What is in enchilada sauce?
Though enchiladas always come with a sauce slathered atop them, there are a variety of different kinds. The most common “red” enchilada sauce may also be called salsa roja, salsa roja para enchiladas, or mole rojo. This is a sauce made out of ancho/pasilla/New Mexico and/or Cascabel chiles, onion, garlic, tomatoes, broth, cumin, oregano, etc. all blended together then simmered until thickened, to give the sauce a bit of heft.
Enchilada sauce can also take the form of tomatillos (such as salsa verde), moles, or if you’re really feeling decadent, you can even go the queso route, like chili con queso. I’ll be honest, this is the hungriest I’ve ever made myself writing one of these. I may need to re-think my entire lunch order today. What was I thinking by making myself a sandwich?
Is enchilada sauce gluten free?
It may be a surprise to some of you that many store-bought enchilada sauces are NOT gluten-free, as they are often thickened with flour.
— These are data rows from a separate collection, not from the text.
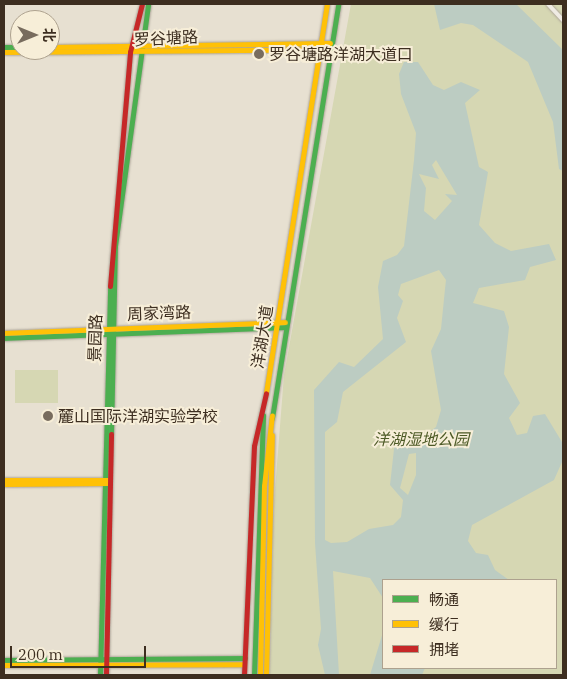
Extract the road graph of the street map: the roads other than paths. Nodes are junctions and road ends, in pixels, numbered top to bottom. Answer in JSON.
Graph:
{"nodes":[{"id":1,"x":142,"y":4,"type":"edge"},
{"id":2,"x":148,"y":4,"type":"edge"},
{"id":3,"x":328,"y":4,"type":"edge"},
{"id":4,"x":338,"y":4,"type":"edge"},
{"id":5,"x":548,"y":4,"type":"edge"},
{"id":6,"x":563,"y":20,"type":"edge"},
{"id":7,"x":132,"y":45,"type":"junction"},
{"id":8,"x":317,"y":46,"type":"junction"},
{"id":9,"x":329,"y":46,"type":"junction"},
{"id":10,"x":60,"y":47,"type":"edge"},
{"id":11,"x":141,"y":47,"type":"junction"},
{"id":12,"x":4,"y":52,"type":"edge"},
{"id":13,"x":130,"y":52,"type":"junction"},
{"id":14,"x":285,"y":324,"type":"junction"},
{"id":15,"x":277,"y":325,"type":"junction"},
{"id":16,"x":110,"y":328,"type":"junction"},
{"id":17,"x":4,"y":333,"type":"edge"},
{"id":18,"x":107,"y":335,"type":"junction"},
{"id":19,"x":113,"y":335,"type":"junction"},
{"id":20,"x":4,"y":338,"type":"edge"},
{"id":21,"x":263,"y":415,"type":"junction"},
{"id":22,"x":272,"y":415,"type":"junction"},
{"id":23,"x":4,"y":482,"type":"edge"},
{"id":24,"x":109,"y":482,"type":"junction"},
{"id":25,"x":261,"y":486,"type":"junction"},
{"id":26,"x":4,"y":660,"type":"edge"},
{"id":27,"x":244,"y":661,"type":"junction"},
{"id":28,"x":104,"y":662,"type":"junction"},
{"id":29,"x":4,"y":665,"type":"edge"},
{"id":30,"x":100,"y":675,"type":"edge"},
{"id":31,"x":106,"y":675,"type":"edge"},
{"id":32,"x":244,"y":675,"type":"edge"},
{"id":33,"x":254,"y":675,"type":"edge"},
{"id":34,"x":260,"y":675,"type":"edge"},
{"id":35,"x":266,"y":675,"type":"edge"}],
"edges":[{"from":1,"to":7,"type":"main road","name":"景园路"},
{"from":2,"to":11,"type":"main road","name":"景园路"},
{"from":3,"to":8,"type":"main road","name":"洋湖大道"},
{"from":4,"to":9,"type":"main road","name":"洋湖大道"},
{"from":5,"to":6,"type":"street"},
{"from":7,"to":10,"type":"main road","name":"罗谷塘路"},
{"from":7,"to":11,"type":"main road","name":"罗谷塘路"},
{"from":7,"to":13,"type":"main road","name":"景园路"},
{"from":8,"to":9,"type":"main road","name":"罗谷塘路"},
{"from":8,"to":11,"type":"main road","name":"罗谷塘路"},
{"from":8,"to":15,"type":"main road","name":"洋湖大道"},
{"from":9,"to":14,"type":"main road","name":"洋湖大道"},
{"from":11,"to":13,"type":"main road","name":"罗谷塘路"},
{"from":11,"to":16,"type":"main road","name":"景园路"},
{"from":12,"to":13,"type":"main road","name":"罗谷塘路"},
{"from":13,"to":16,"type":"main road","name":"景园路"},
{"from":14,"to":15,"type":"main road","name":"周家湾路"},
{"from":14,"to":22,"type":"main road","name":"洋湖大道"},
{"from":15,"to":16,"type":"main road","name":"周家湾路"},
{"from":15,"to":19,"type":"main road","name":"周家湾路"},
{"from":15,"to":21,"type":"main road","name":"洋湖大道"},
{"from":16,"to":17,"type":"main road","name":"周家湾路"},
{"from":16,"to":18,"type":"main road","name":"景园路"},
{"from":16,"to":19,"type":"main road","name":"景园路"},
{"from":18,"to":19,"type":"main road","name":"周家湾路"},
{"from":18,"to":20,"type":"main road","name":"周家湾路"},
{"from":18,"to":24,"type":"main road","name":"景园路"},
{"from":19,"to":24,"type":"main road","name":"景园路"},
{"from":21,"to":25,"type":"main road"},
{"from":21,"to":27,"type":"main road","name":"洋湖大道"},
{"from":22,"to":25,"type":"main road"},
{"from":22,"to":35,"type":"main road","name":"洋湖大道"},
{"from":23,"to":24,"type":"main road"},
{"from":24,"to":28,"type":"main road","name":"景园路"},
{"from":25,"to":33,"type":"main road"},
{"from":25,"to":34,"type":"main road"},
{"from":26,"to":28,"type":"main road"},
{"from":27,"to":28,"type":"main road"},
{"from":27,"to":32,"type":"main road","name":"洋湖大道"},
{"from":28,"to":29,"type":"main road"},
{"from":28,"to":30,"type":"main road","name":"景园路"},
{"from":28,"to":31,"type":"main road","name":"景园路"}]}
To keep your enchilada sauce free of any gluten, be sure to use brands and/or recipes that are thickened with cornstarch, arrowroot, or gluten-free flour. Always check the labels, folks!
Is enchilada sauce spicy?
How hot is enchilada sauce, really? Well, it depends, and not only on the tenacity of one’s own taste buds! The heat of the enchilada sauces can range from mild to hot, depending on the variety of chili pepper used in the recipe. For example, ancho chili-based sauces will be on the mild end of the spectrum, while a sauce made with serrano pepper will be hot.
So there you have it. I take full responsibility for getting everyone who’s read this hooked on the idea of a delicious enchilada luncheon. I say we lean into it, save that brown-bagged PB&J for tomorrow (again, what was I thinking?), and take it south of the border for our next meal. Margaritas on me!